Before the suspension of Davies -- who sat toward the end of the bench Thursday in a dark shirt and tie -- BYU was well positioned to earn a No. 1 seed in the NCAA tournament. Now the only question is how far the Cougars will fall when they are seeded in the NCAAs.
Since losing Davies, who led the team in rebounding, BYU lost by 18 at home to New Mexico, beat lowly Wyoming and barely edged TCU. Friday's semifinal matchup with either Colorado State or New Mexico -- two teams squarely on the tournament bubble -- promises to be a stern test for a team that may be a shell of its former self.
"They are a much different team without Davies," TCU guard Greg Hill said.
Without Davies, even more of a scoring burden falls to talented guards Fredette, the nation's leading scorer who had 24 points Thursday, and Jackson Emery, who had nine points. Depth is also an issue; BYU got just two points from its bench Thursday. No reserve played more than nine minutes.
BYU Coach Dave Rose did not make one second-half substitution. His rationale was that, because TCU employed a zone and controlled tempo, he felt most comfortable with his starting five on the court. It was the first time in a long time that a team defended BYU with a zone.

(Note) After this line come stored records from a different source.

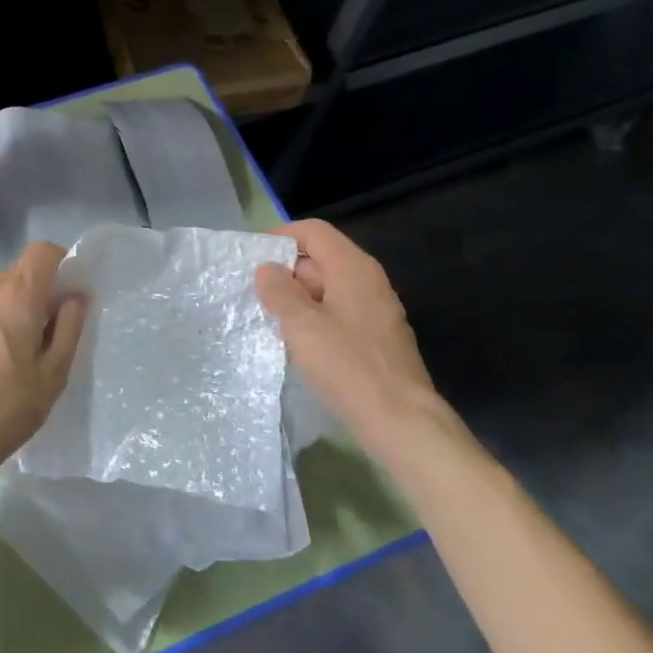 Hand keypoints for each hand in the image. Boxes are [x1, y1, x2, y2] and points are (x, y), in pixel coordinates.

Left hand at [0, 241, 86, 504]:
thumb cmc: (7, 407)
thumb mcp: (53, 374)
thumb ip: (69, 328)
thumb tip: (74, 298)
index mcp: (18, 294)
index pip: (43, 252)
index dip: (58, 264)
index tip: (63, 294)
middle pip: (16, 274)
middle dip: (31, 295)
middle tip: (37, 335)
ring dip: (3, 307)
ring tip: (5, 349)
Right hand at [255, 219, 451, 453]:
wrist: (401, 421)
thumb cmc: (348, 366)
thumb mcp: (302, 326)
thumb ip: (279, 291)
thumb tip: (267, 269)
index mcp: (352, 267)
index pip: (313, 231)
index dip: (280, 236)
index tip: (251, 256)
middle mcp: (368, 280)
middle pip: (321, 258)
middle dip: (286, 271)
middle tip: (254, 293)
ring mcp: (376, 309)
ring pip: (328, 288)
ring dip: (298, 298)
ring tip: (269, 318)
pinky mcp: (376, 336)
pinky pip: (338, 311)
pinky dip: (314, 317)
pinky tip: (297, 342) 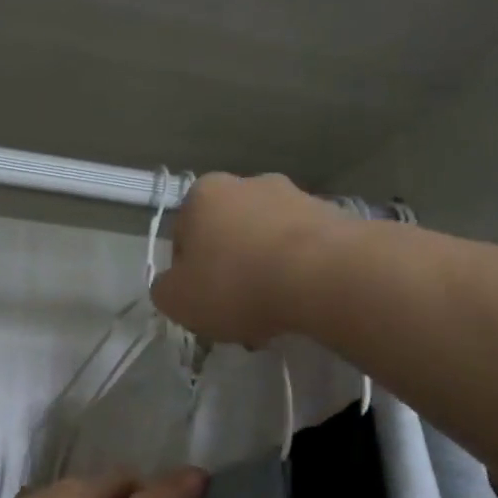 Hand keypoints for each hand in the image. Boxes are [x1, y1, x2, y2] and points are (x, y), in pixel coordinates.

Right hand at [149, 172, 351, 346]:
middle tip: (236, 311)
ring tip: (273, 314)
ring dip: (264, 273)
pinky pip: (303, 250)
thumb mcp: (176, 300)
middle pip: (228, 236)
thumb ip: (164, 290)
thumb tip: (173, 285)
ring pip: (267, 243)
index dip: (188, 275)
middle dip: (230, 271)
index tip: (201, 303)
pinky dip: (298, 273)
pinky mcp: (333, 216)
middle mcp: (248, 183)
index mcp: (203, 194)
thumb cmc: (236, 284)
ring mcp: (294, 195)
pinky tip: (301, 303)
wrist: (324, 276)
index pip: (182, 237) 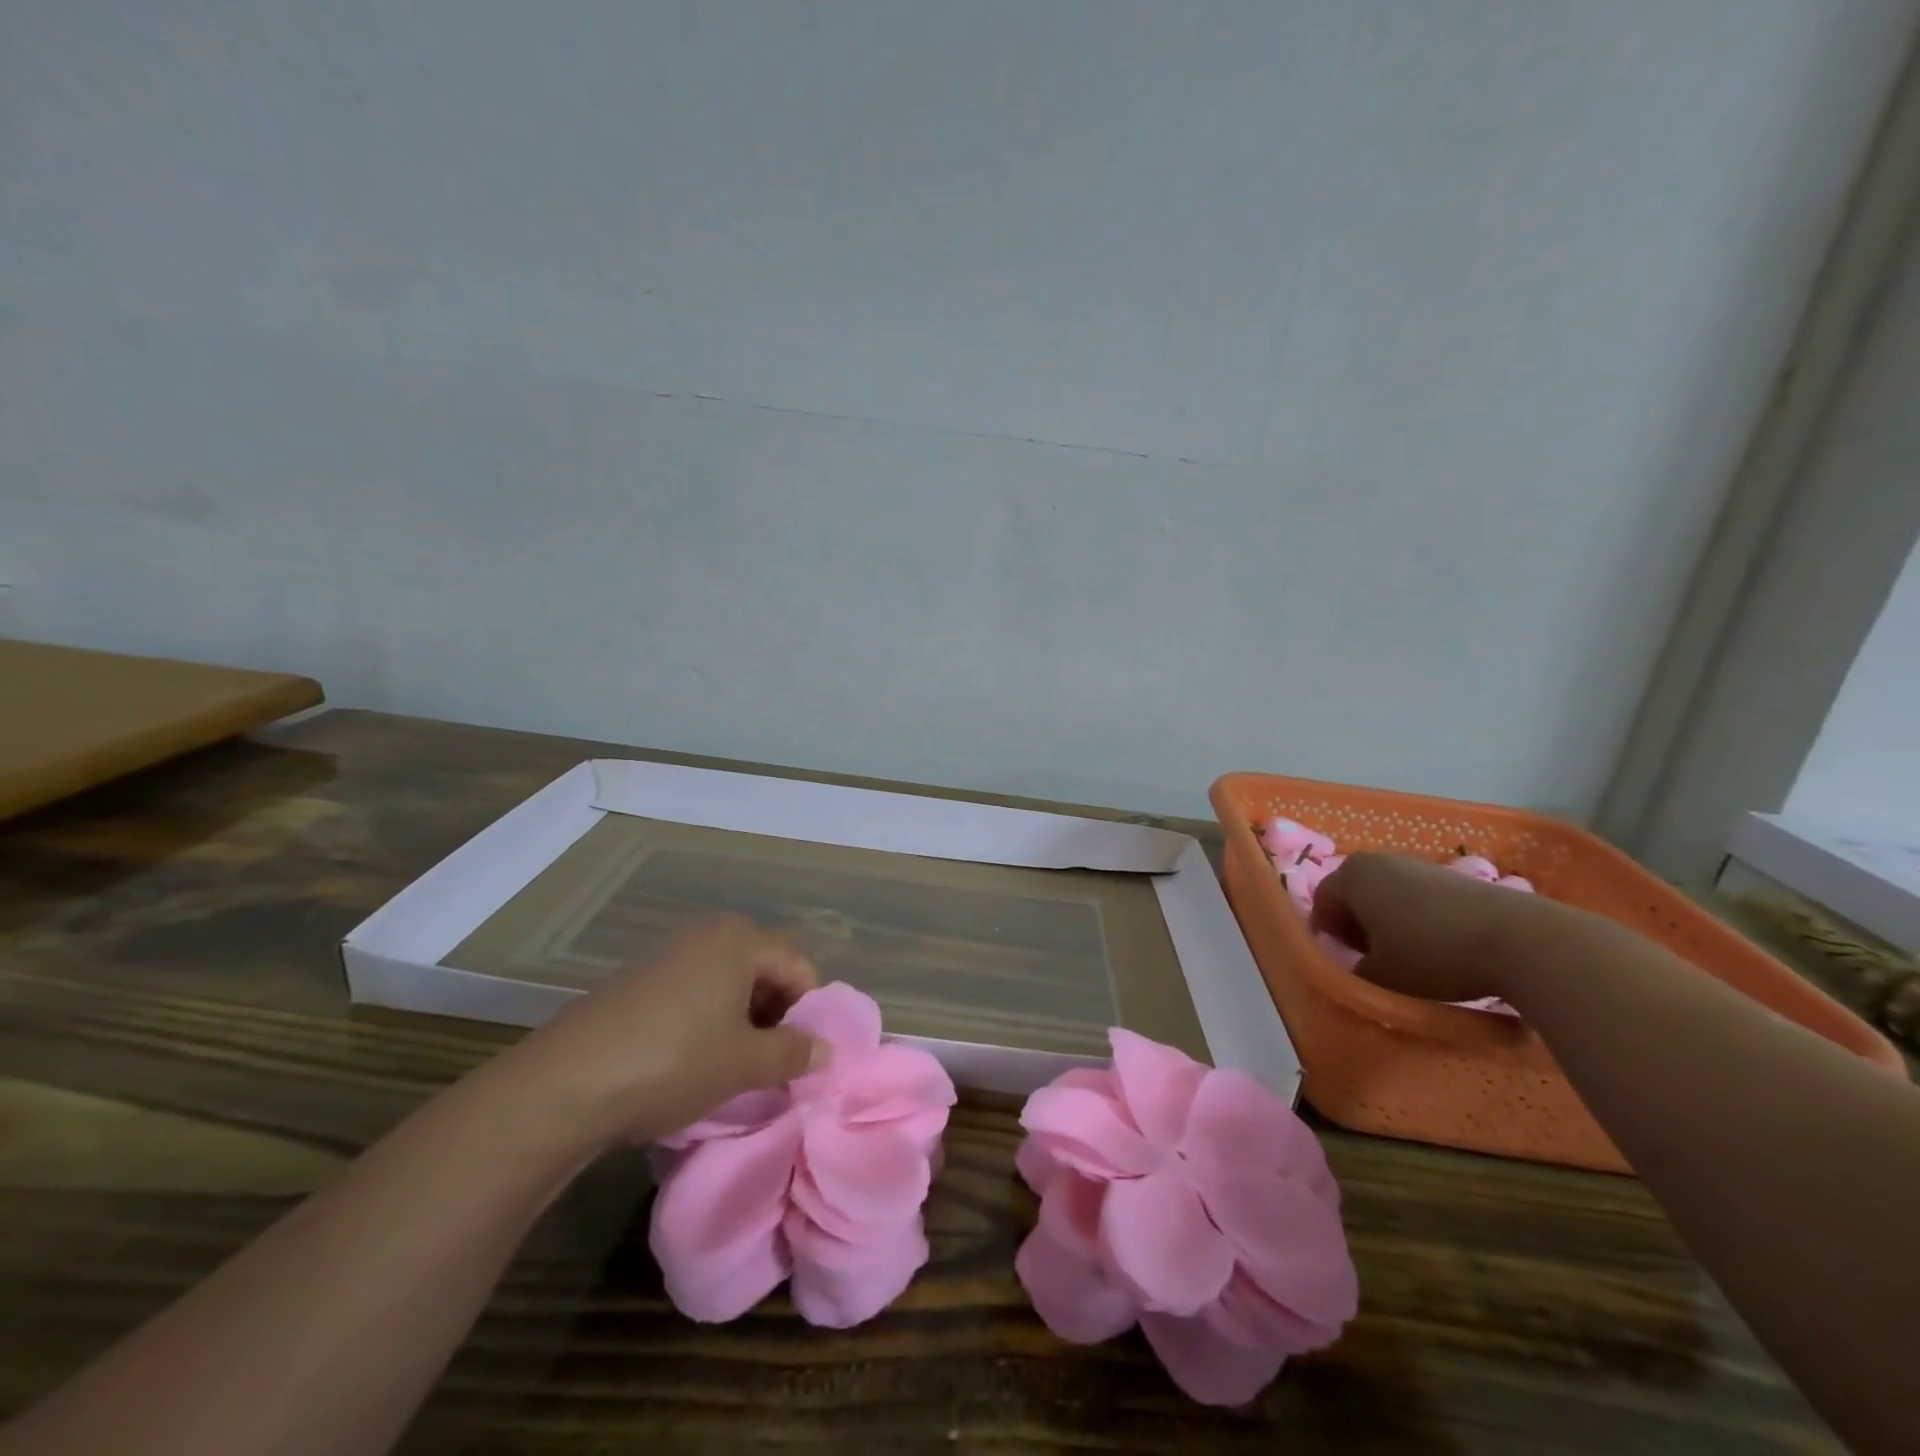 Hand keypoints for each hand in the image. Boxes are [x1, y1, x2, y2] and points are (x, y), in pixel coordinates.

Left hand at [498, 915, 825, 1154]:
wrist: (564, 1084)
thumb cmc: (672, 1062)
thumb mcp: (744, 1064)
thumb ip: (794, 1053)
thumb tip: (827, 1051)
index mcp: (738, 939)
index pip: (797, 962)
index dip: (810, 1007)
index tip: (804, 1052)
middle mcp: (705, 933)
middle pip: (763, 966)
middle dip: (777, 1012)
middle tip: (773, 1059)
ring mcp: (667, 953)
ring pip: (728, 980)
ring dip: (743, 1018)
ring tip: (735, 1064)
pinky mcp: (638, 978)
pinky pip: (694, 988)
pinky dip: (708, 1017)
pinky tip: (693, 1058)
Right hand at [1310, 851, 1566, 1004]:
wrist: (1519, 940)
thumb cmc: (1432, 953)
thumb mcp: (1381, 976)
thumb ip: (1356, 971)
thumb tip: (1360, 968)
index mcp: (1352, 875)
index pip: (1321, 903)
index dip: (1327, 936)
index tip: (1343, 963)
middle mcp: (1379, 860)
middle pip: (1354, 895)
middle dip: (1356, 927)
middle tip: (1371, 961)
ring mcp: (1418, 864)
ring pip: (1387, 896)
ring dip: (1387, 923)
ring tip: (1407, 958)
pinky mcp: (1452, 876)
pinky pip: (1418, 898)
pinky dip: (1416, 919)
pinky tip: (1438, 947) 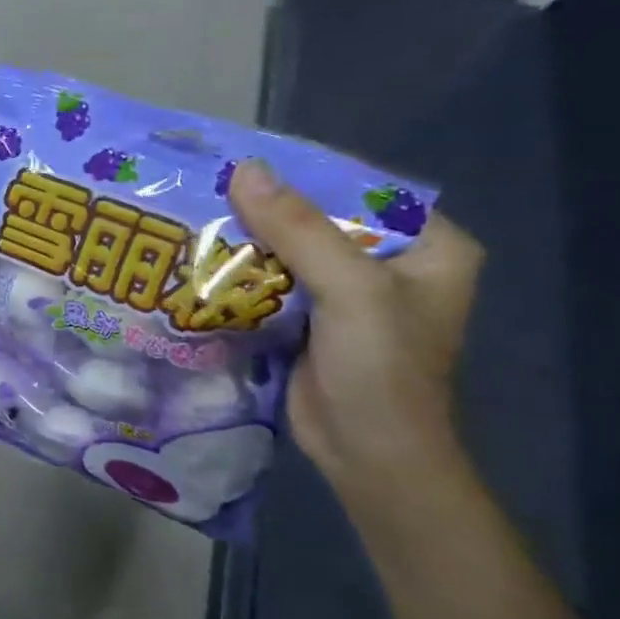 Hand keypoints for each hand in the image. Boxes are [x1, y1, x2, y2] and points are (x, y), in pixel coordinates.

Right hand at [229, 158, 483, 497]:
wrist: (369, 456)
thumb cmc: (381, 370)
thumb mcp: (349, 290)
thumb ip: (300, 229)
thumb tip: (245, 169)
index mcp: (427, 246)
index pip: (358, 191)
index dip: (303, 174)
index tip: (243, 162)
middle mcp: (389, 263)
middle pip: (319, 219)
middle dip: (266, 209)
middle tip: (206, 187)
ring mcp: (348, 295)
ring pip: (290, 251)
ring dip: (247, 241)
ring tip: (192, 216)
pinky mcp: (312, 320)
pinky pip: (274, 282)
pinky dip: (242, 273)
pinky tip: (201, 260) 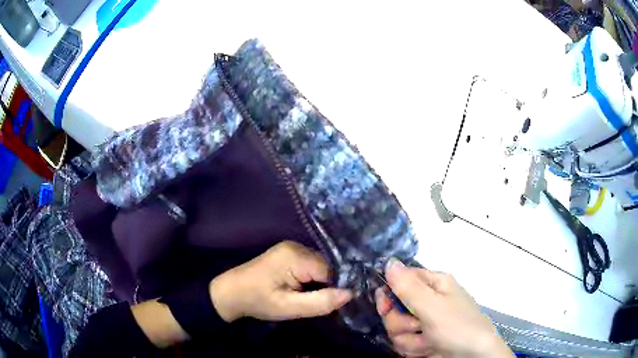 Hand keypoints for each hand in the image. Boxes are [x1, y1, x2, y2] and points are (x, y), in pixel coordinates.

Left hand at [209, 241, 352, 321]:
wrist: (231, 293)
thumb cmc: (258, 301)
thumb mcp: (289, 308)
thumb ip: (320, 302)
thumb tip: (350, 294)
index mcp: (295, 256)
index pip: (330, 271)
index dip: (334, 288)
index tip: (331, 304)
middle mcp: (296, 246)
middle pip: (326, 266)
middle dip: (326, 285)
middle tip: (319, 304)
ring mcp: (291, 248)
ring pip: (319, 266)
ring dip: (319, 283)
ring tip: (309, 298)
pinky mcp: (288, 254)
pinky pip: (310, 265)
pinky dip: (311, 279)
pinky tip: (303, 291)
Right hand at [376, 259, 512, 357]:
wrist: (472, 356)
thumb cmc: (457, 326)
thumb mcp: (433, 305)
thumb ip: (408, 287)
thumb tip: (389, 261)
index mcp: (433, 285)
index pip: (400, 280)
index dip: (389, 293)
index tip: (385, 306)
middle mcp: (427, 302)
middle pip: (393, 309)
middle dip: (401, 323)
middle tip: (418, 327)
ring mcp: (423, 324)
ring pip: (396, 329)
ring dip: (410, 340)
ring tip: (429, 342)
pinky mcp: (420, 341)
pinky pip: (402, 344)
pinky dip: (413, 349)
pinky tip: (428, 350)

Despite foul trouble and its own depth issues, TCU was in position to win the game if not for a handful of dropped or ill-conceived passes - mistakes that a more formidable team may have avoided. The Horned Frogs mishandled at least two interior passes and fouled up a two-on-one break with a poor acrobatic pass in traffic.
And still BYU watched a nine-point lead cut to two in the game's final minute after Hill scored seven points in 20 seconds. Davies and teammates sat on the bench interlocking arms in a game that few would have envisioned would have been close just a few weeks ago.
Seven of TCU's 11 made field goals in the first half were three-pointers. Point guard Hank Thorns sank a three-pointer to beat the shot clock to give TCU a 28-27 lead. Thorns picked up his third foul with two minutes to play in the half, but he remained on the floor.
Fredette displayed his effortless outside shooting touch early, making two of his four three-pointers. He also barreled to the basket and converted a layup despite contact. But there were plenty of missed shots by the Cougars, and far too much suspense for a team that had been surging just a couple weeks ago.
"Not a lot of times do we miss wide-open shots like this," Fredette said. "We're looking forward to tomorrow. This game is done."